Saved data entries
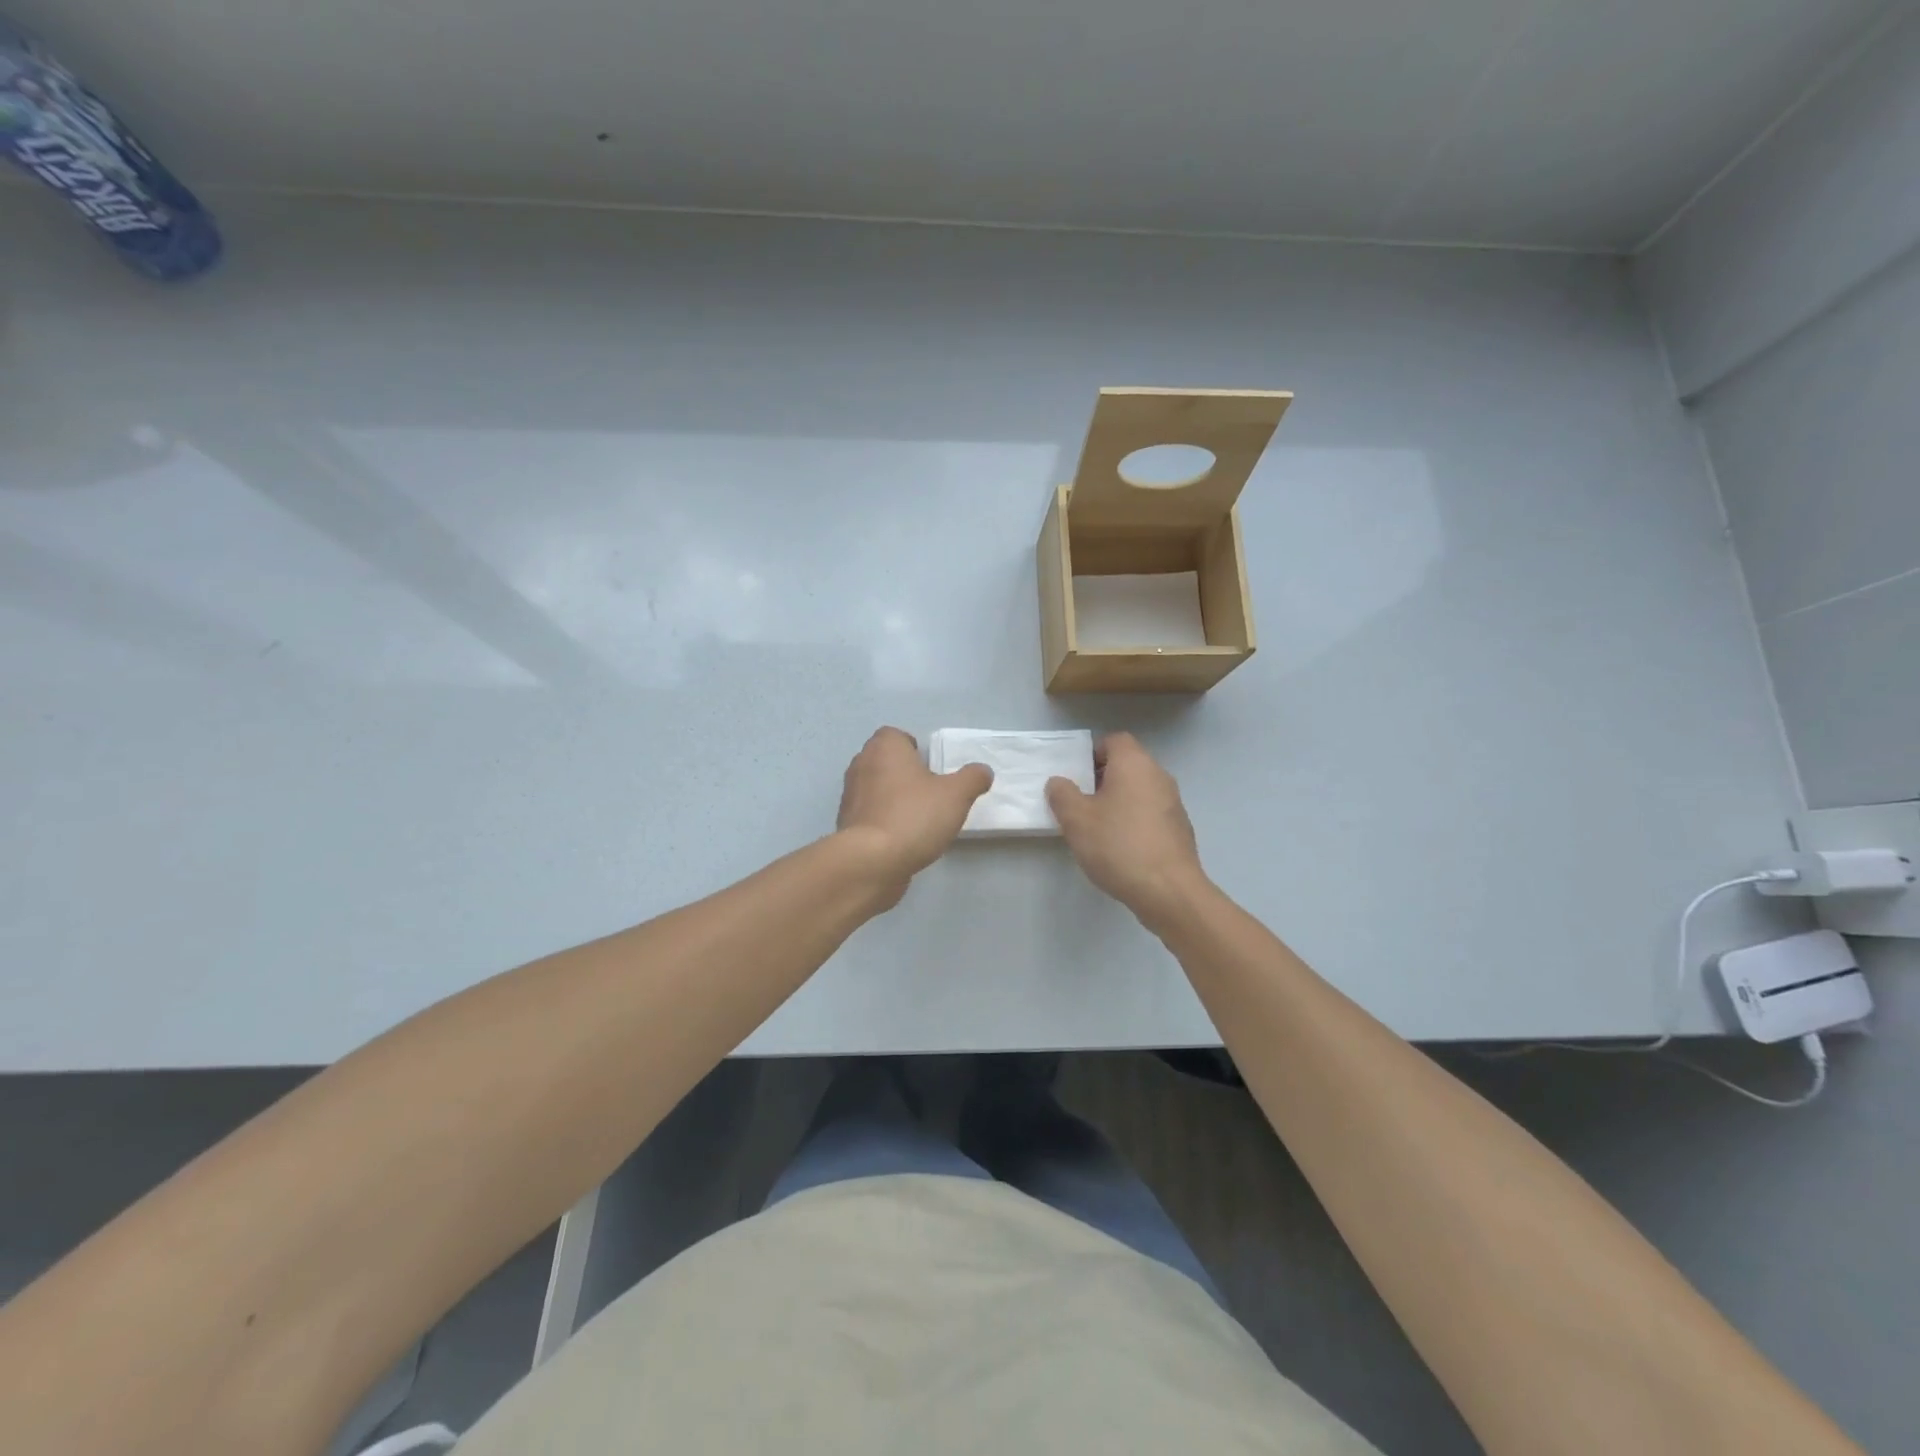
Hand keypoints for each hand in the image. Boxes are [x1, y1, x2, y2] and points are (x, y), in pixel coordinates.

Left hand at [837, 727, 992, 900]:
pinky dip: (882, 820)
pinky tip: (901, 838)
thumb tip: (983, 771)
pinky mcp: (846, 824)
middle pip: (883, 760)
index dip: (912, 747)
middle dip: (903, 772)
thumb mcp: (956, 795)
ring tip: (918, 817)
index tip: (930, 767)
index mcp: (885, 748)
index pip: (894, 735)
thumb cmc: (914, 816)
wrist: (872, 861)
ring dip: (892, 797)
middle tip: (928, 791)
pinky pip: (869, 814)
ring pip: (875, 787)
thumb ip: (972, 778)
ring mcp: (850, 795)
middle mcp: (861, 765)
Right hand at [1046, 733, 1208, 929]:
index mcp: (1134, 764)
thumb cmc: (1118, 846)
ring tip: (1097, 828)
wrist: (1169, 891)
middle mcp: (1158, 776)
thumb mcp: (1076, 820)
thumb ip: (1062, 795)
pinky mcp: (1180, 829)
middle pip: (1128, 764)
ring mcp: (1174, 803)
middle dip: (1102, 779)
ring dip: (1119, 802)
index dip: (1092, 753)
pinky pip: (1151, 813)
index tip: (1076, 776)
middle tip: (1080, 803)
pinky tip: (1121, 847)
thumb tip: (1059, 782)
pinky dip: (1135, 821)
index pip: (1114, 740)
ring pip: (1140, 790)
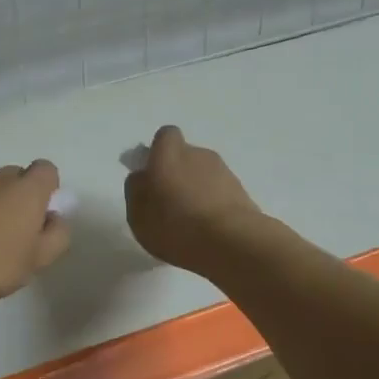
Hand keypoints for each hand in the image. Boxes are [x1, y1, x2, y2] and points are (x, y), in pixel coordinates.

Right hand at [124, 126, 264, 274]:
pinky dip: (214, 205)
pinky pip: (221, 193)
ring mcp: (224, 172)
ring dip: (197, 190)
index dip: (159, 152)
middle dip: (178, 174)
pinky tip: (209, 230)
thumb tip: (142, 176)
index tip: (153, 175)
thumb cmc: (175, 225)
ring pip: (204, 175)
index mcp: (169, 153)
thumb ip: (136, 190)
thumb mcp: (138, 214)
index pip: (165, 136)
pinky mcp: (242, 192)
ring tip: (191, 222)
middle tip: (170, 204)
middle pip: (186, 156)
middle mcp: (198, 154)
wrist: (231, 242)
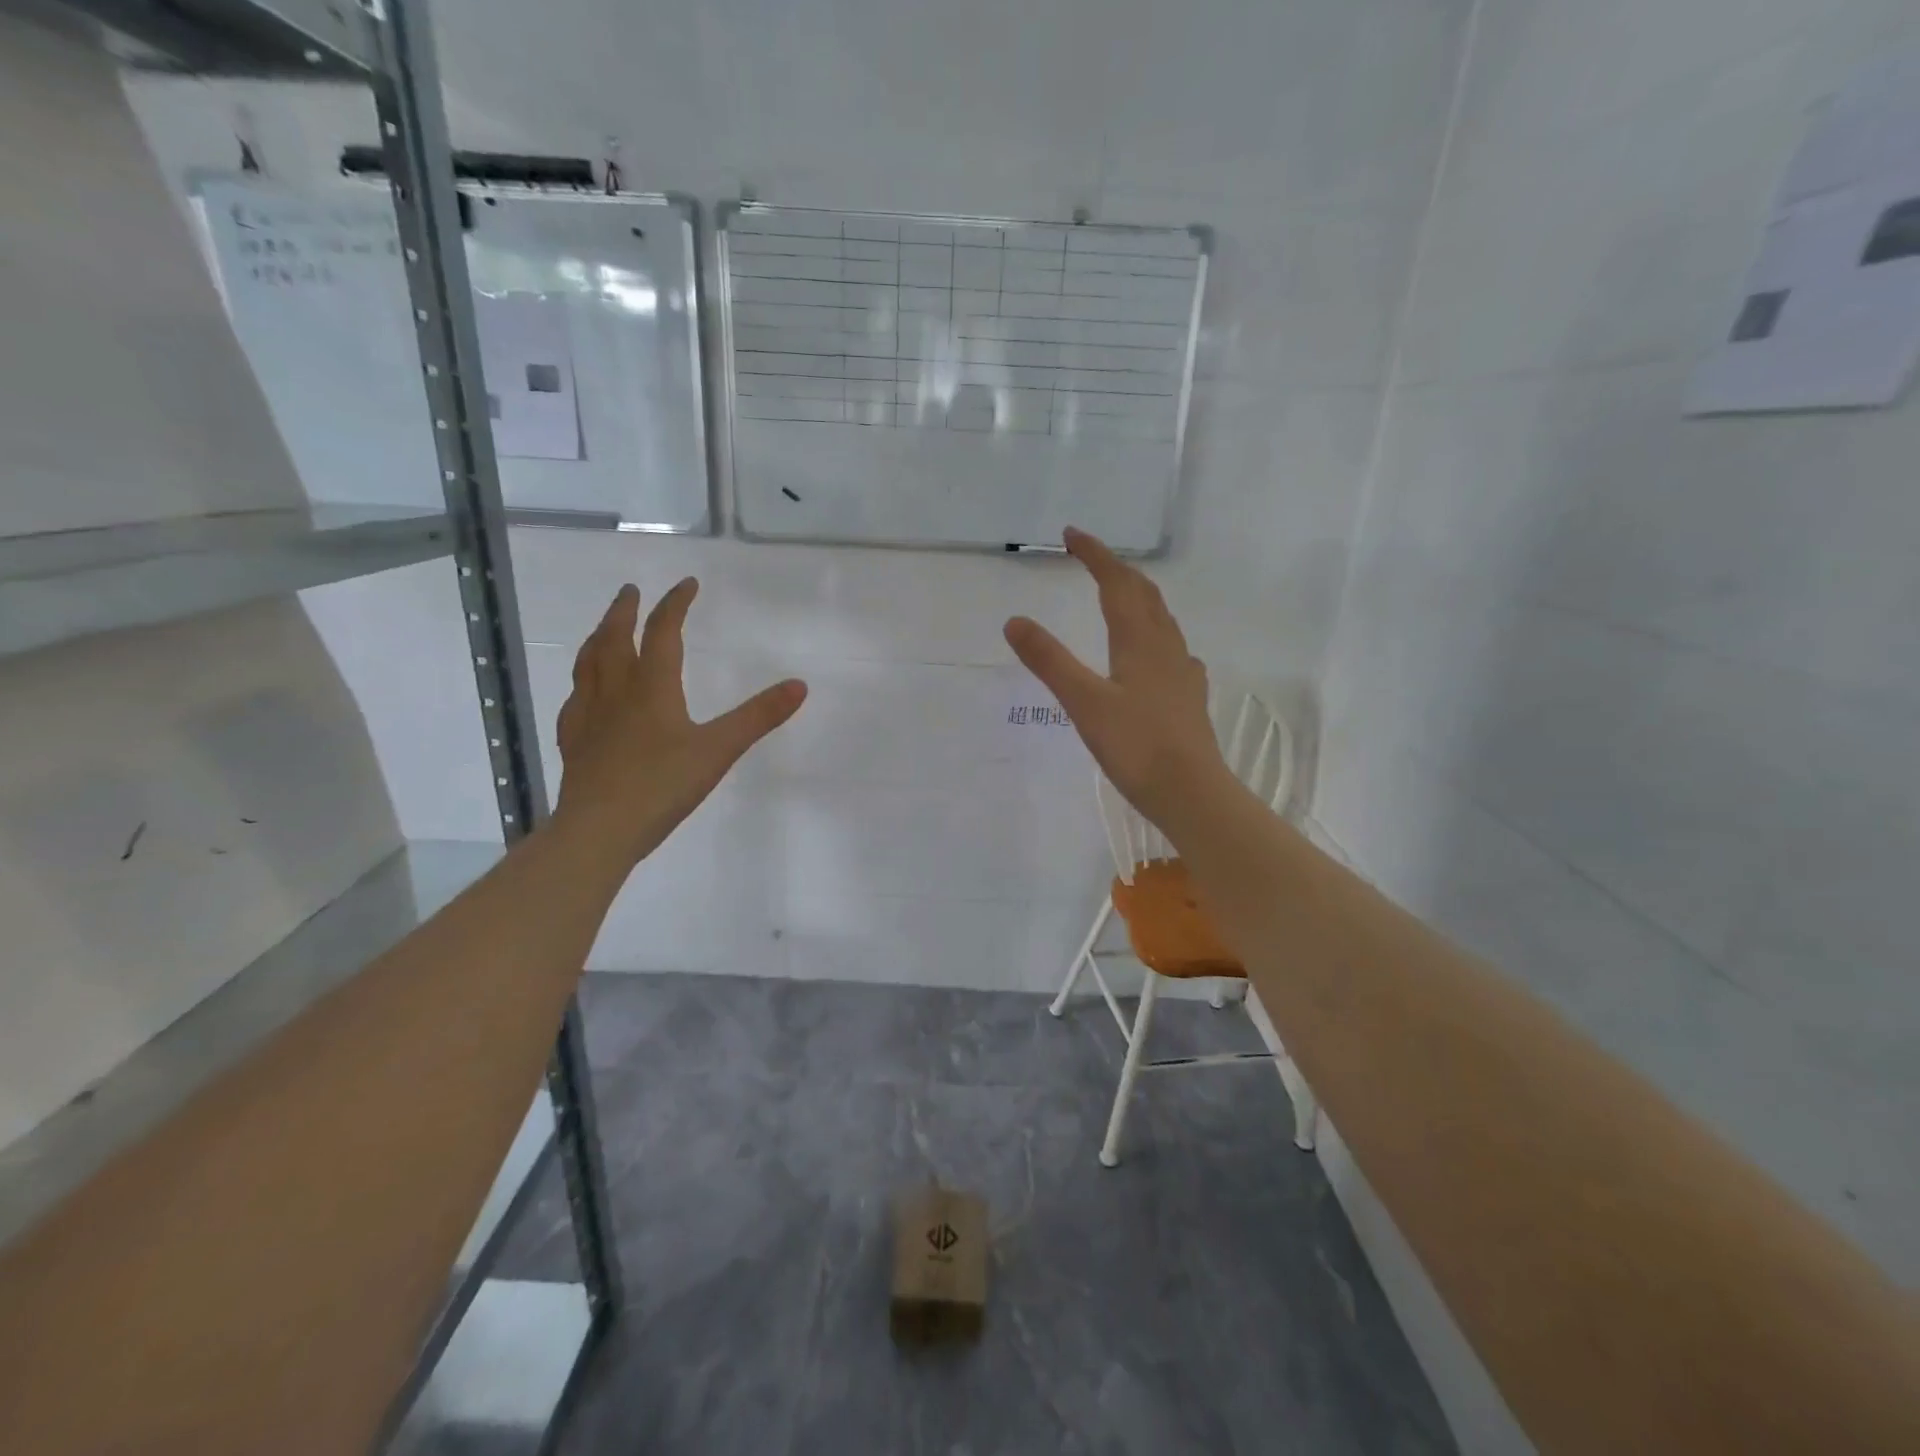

WORK TO COMPLETE =>
Taking the lines above, repeat exactly those from the line that contains "thumb tip: (983, 771)" through the line that contains "middle mcp: (861, 765)", and both of those lines as well. Include nothing else.

WRITTEN ANSWER =>
thumb tip: (983, 771)
pinky mcp: (846, 824)
middle pip: (883, 760)
index dip: (912, 747)
middle dip: (903, 772)
thumb mcp: (956, 795)
ring tip: (918, 817)
index tip: (930, 767)
index mcp: (885, 748)
index pip: (894, 735)
thumb cmc: (914, 816)
wrist: (872, 861)
ring dip: (892, 797)
middle tip: (928, 791)
pinky pip: (869, 814)
ring pip: (875, 787)
thumb ip: (972, 778)
ring mcp: (850, 795)
middle mcp: (861, 765)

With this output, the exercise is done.